Kleiman and Kiesel may be more likely to wait because they live in markets far pricier than Baker, who paid $650,000 for his three-bedroom, 1,500-square-foot Washington house.

In Southern California, sales are brisk for homes priced near or below the current $265,000 median. The majority of those homes are foreclosures, so prices are often low enough to draw multiple offers from potential buyers.

Richard Toscano, who in 2004 started a popular San Diego housing-bubble blog called Piggington's Econo-Almanac, lately has been posting data showing home prices are favorable compared with incomes and rents in lower-priced parts of San Diego.

He's drawn fire from some, but others who have followed the blog for years have recently posted comments detailing home purchases. Toscano, who sold his San Diego condominium in 2002 (he said the sale was due more to a job transfer than his belief in a bubble then), is still holding off on buying for various personal reasons, he said.

But he thinks it's no longer dangerous to buy in some areas.

"We have this weird, disparate bottoming," he said. "In some areas we may be there already, but others are not nearly as close."

Kiesel thinks places such as his home turf in Newport Beach are among those headed for steeper price drops. Interest rates for jumbo mortgages are still relatively high, and lenders are routinely requiring 35% down payments on loans greater than $729,000, limiting the pool of people who can afford homes in the millions of dollars, he said.
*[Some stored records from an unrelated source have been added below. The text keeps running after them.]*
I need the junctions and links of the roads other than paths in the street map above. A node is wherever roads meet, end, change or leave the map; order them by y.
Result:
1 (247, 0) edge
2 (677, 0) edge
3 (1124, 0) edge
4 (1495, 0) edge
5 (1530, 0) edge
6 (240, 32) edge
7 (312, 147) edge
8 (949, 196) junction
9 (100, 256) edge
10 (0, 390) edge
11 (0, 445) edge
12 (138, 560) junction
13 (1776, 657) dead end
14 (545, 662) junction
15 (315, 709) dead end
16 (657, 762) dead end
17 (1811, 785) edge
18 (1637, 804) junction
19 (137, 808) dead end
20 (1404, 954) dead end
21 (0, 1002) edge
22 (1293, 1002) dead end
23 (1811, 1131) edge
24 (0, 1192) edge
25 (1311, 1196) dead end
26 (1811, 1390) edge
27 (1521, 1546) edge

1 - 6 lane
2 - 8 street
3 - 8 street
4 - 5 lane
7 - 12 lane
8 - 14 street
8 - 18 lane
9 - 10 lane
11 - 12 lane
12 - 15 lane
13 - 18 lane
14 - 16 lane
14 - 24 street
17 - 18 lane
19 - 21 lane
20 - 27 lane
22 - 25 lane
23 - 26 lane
Kiesel didn't want to talk about the price details of his own home sale and purchase, but said that when he buys again, he will require jumbo financing.

In that segment, Kiesel said, demand is low because few people have the income and savings to afford the high prices and obtain loans. Supply will grow, he said, as owners of expensive homes purchased during the bubble years find they must sell at a loss or be foreclosed on.
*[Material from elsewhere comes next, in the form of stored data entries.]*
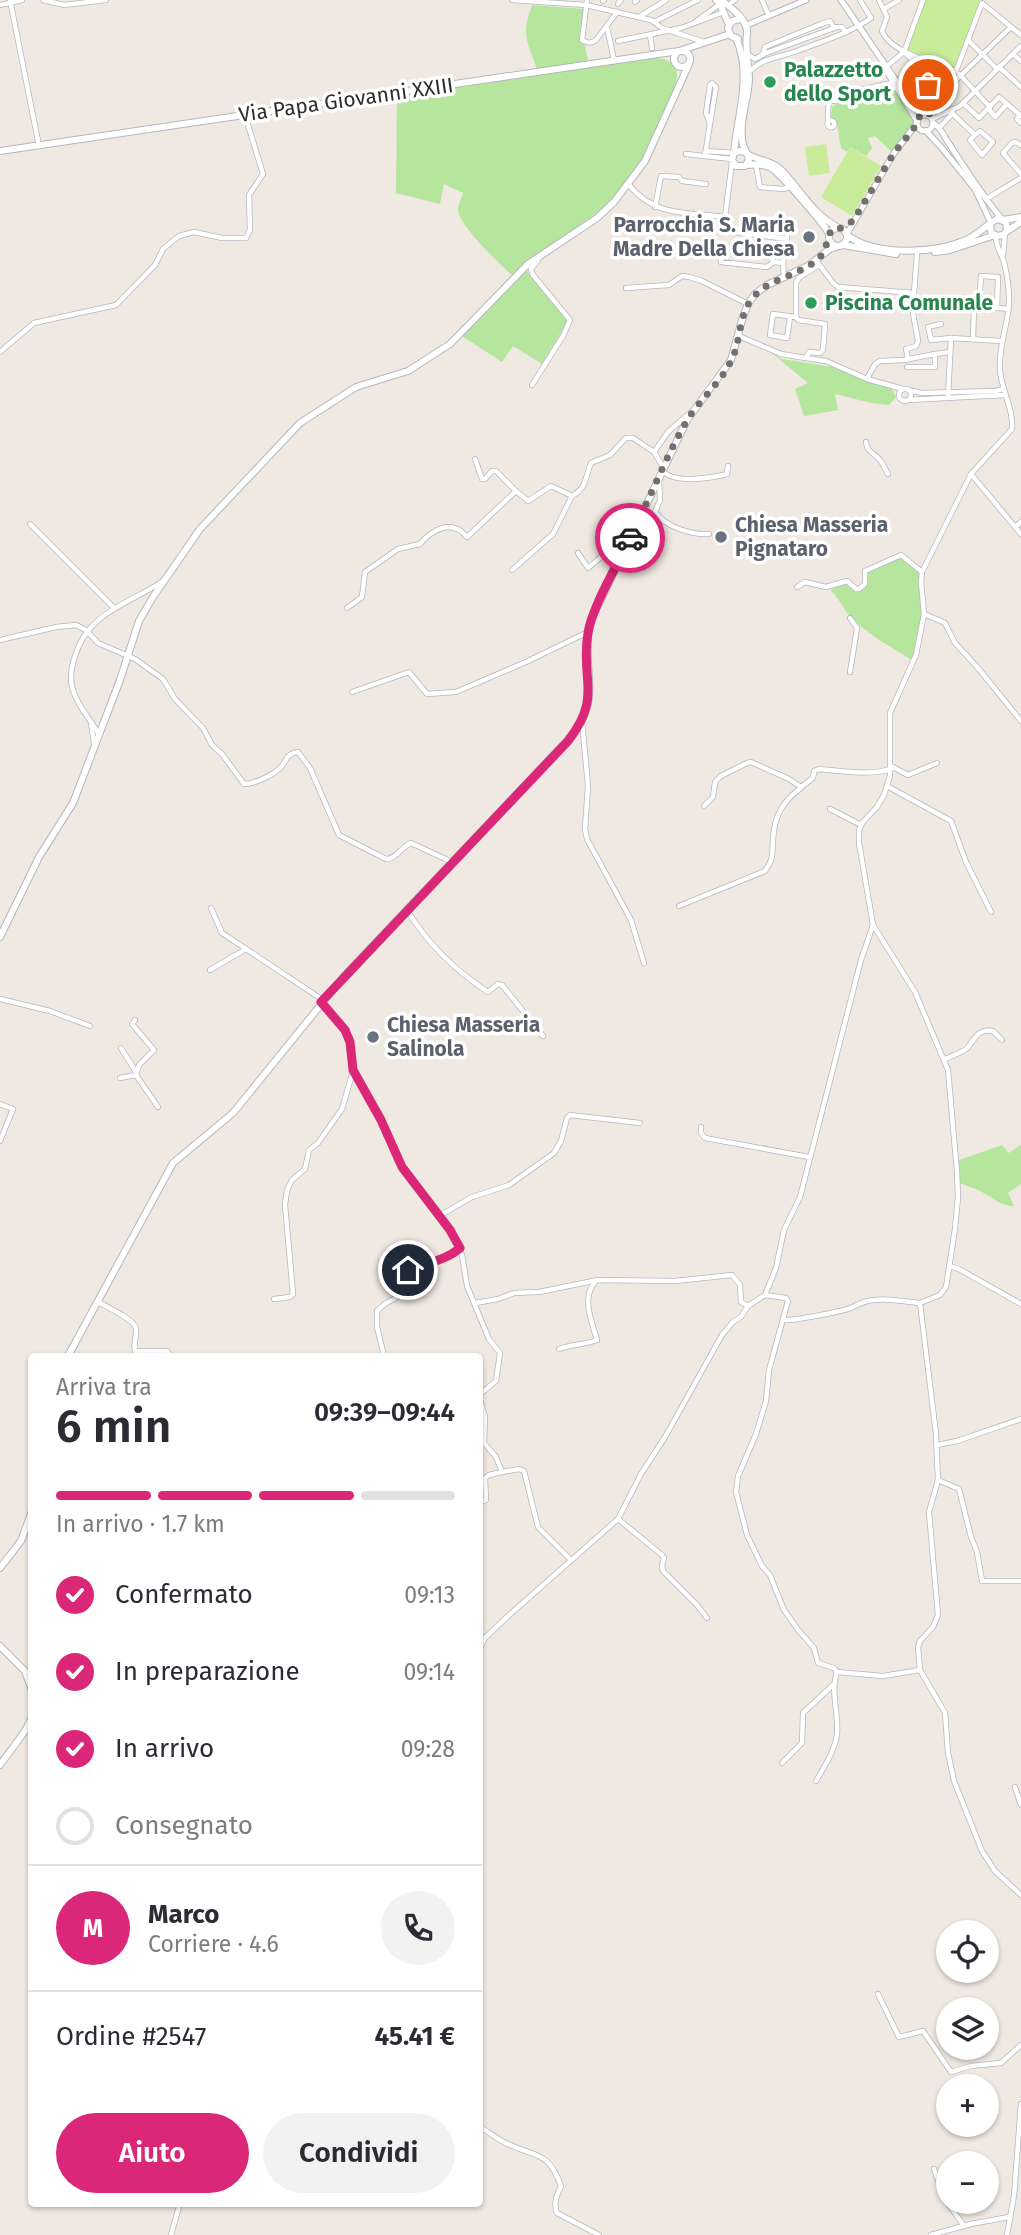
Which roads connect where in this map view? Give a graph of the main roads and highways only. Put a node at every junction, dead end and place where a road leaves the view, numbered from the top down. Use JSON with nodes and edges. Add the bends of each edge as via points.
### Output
{"nodes":[{"id":1,"x":719,"y":1,"type":"edge"},
{"id":2,"x":730,"y":4,"type":"edge"},
{"id":3,"x":740,"y":19,"type":"junction"},
{"id":4,"x":729,"y":25,"type":"junction"},
{"id":5,"x":747,"y":29,"type":"junction"},
{"id":6,"x":730,"y":34,"type":"junction"},
{"id":7,"x":736,"y":38,"type":"junction"},
{"id":8,"x":706,"y":43,"type":"junction"},
{"id":9,"x":680,"y":51,"type":"junction"},
{"id":10,"x":653,"y":52,"type":"junction"},
{"id":11,"x":690,"y":62,"type":"junction"},
{"id":12,"x":676,"y":64,"type":"junction"},
{"id":13,"x":678,"y":86,"type":"junction"},
{"id":14,"x":0,"y":151,"type":"edge"},
{"id":15,"x":747,"y":153,"type":"junction"},
{"id":16,"x":733,"y":158,"type":"junction"},
{"id":17,"x":751,"y":164,"type":"junction"},
{"id":18,"x":1021,"y":217,"type":"edge"},
{"id":19,"x":1003,"y":219,"type":"junction"},
{"id":20,"x":1021,"y":222,"type":"edge"},
{"id":21,"x":990,"y":224,"type":"junction"},
{"id":22,"x":843,"y":231,"type":"junction"},
{"id":23,"x":1006,"y":232,"type":"junction"},
{"id":24,"x":829,"y":236,"type":"junction"},
{"id":25,"x":995,"y":236,"type":"junction"},
{"id":26,"x":841,"y":246,"type":"junction"},
{"id":27,"x":819,"y":260,"type":"junction"},
{"id":28,"x":0,"y":937,"type":"edge"},
{"id":29,"x":70,"y":1353,"type":"edge"},
{"id":30,"x":28,"y":1522,"type":"edge"},
{"id":31,"x":0,"y":1569,"type":"edge"},
{"id":32,"x":0,"y":1646,"type":"edge"},
{"id":33,"x":28,"y":1673,"type":"edge"},
{"id":34,"x":28,"y":1725,"type":"edge"},
{"id":35,"x":0,"y":1765,"type":"edge"}],
"edges":[{"from":1,"to":2,"type":"main road"},
{"from":2,"to":3,"type":"main road"},
{"from":2,"to":4,"type":"main road"},
{"from":3,"to":4,"type":"main road"},
{"from":3,"to":5,"type":"main road"},
{"from":4,"to":6,"type":"main road"},
{"from":5,"to":7,"type":"main road","via":[[743,37]]},
{"from":5,"to":15,"type":"main road","via":[[748,73],[741,132]]},
{"from":6,"to":7,"type":"main road"},
{"from":6,"to":8,"type":"main road","name":"Via Papa Giovanni XXIII"},
{"from":7,"to":16,"type":"main road","via":[[744,83]]},
{"from":8,"to":9,"type":"main road","name":"Via Papa Giovanni XXIII"},
{"from":8,"to":11,"type":"main road","name":"Via Papa Giovanni XXIII"},
{"from":9,"to":10,"type":"main road","name":"Via Papa Giovanni XXIII"},
{"from":9,"to":11,"type":"main road","via":[[689,54]]},
{"from":9,"to":12,"type":"main road","via":[[675,55]]},
{"from":10,"to":12,"type":"main road","name":"Via Papa Giovanni XXIII"},
{"from":10,"to":14,"type":"main road","name":"Via Papa Giovanni XXIII"},
{"from":11,"to":12,"type":"main road","via":[[685,67]]},
{"from":11,"to":13,"type":"main road","name":"Via Papa Giovanni XXIII"},
{"from":12,"to":13,"type":"main road"},
{"from":13,"to":28,"type":"main road","name":"Via Papa Giovanni XXIII","via":[[645,161],[597,218],[519,272],[450,344],[408,370],[356,387],[300,424],[215,510],[139,621],[73,803],[38,857]]},
{"from":15,"to":16,"type":"main road","via":[[738,150]]},
{"from":15,"to":17,"type":"main road"},
{"from":15,"to":22,"type":"main road","via":[[777,166],[821,215]]},
{"from":16,"to":17,"type":"main road","via":[[738,167]]},
{"from":17,"to":24,"type":"main road","via":[[774,169]]},
{"from":18,"to":19,"type":"main road"},
{"from":19,"to":21,"type":"main road"},
{"from":19,"to":23,"type":"main road"},
{"from":20,"to":23,"type":"main road"},
{"from":21,"to":22,"type":"main road","via":[[956,244],[918,250],[856,242]]},
{"from":21,"to":25,"type":"main road"},
{"from":22,"to":24,"type":"main road"},
{"from":22,"to":26,"type":"main road"},
{"from":23,"to":25,"type":"main road"},
{"from":24,"to":26,"type":"main road"},
{"from":24,"to":27,"type":"main road"},
{"from":25,"to":26,"type":"main road","via":[[950,250],[917,254]]},
{"from":26,"to":27,"type":"main road"},
{"from":27,"to":29,"type":"main road","via":[[761,289],[748,304],[735,351],[694,410],[595,612],[588,632],[589,698],[568,741],[322,1001],[233,1113],[173,1163]]},
{"from":30,"to":31,"type":"main road","via":[[21,1541]]},
{"from":32,"to":33,"type":"main road"},
{"from":34,"to":35,"type":"main road"}]}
Although widespread foreclosures have brought prices down in lower-priced areas, more affluent homeowners have been able to avoid defaulting on mortgages thus far.

That's about to change, Kiesel says, because falling property values are putting more wealthy homeowners underwater, where the value of the home is less than the mortgage. He estimates 35% to 40% of homeowners nationwide will, by the end of next year, owe more on their homes than the properties are worth.

As prices continue to fall at the high end and those homeowners get deeper underwater, they'll have to sell at prices well below today's levels, or get foreclosed on, which will result in the homes being resold by lenders at cut rates.

Meanwhile, rents are falling. Kiesel's rent hasn't increased and others in his building have gotten rent reductions recently, Kiesel said.

The house Kiesel sold in 2006 has been back on the market for about six months, he said. Would he buy it back?

Only if the owner "would sell it to me for 50 cents on the dollar," Kiesel said.

He doesn't expect that to happen soon.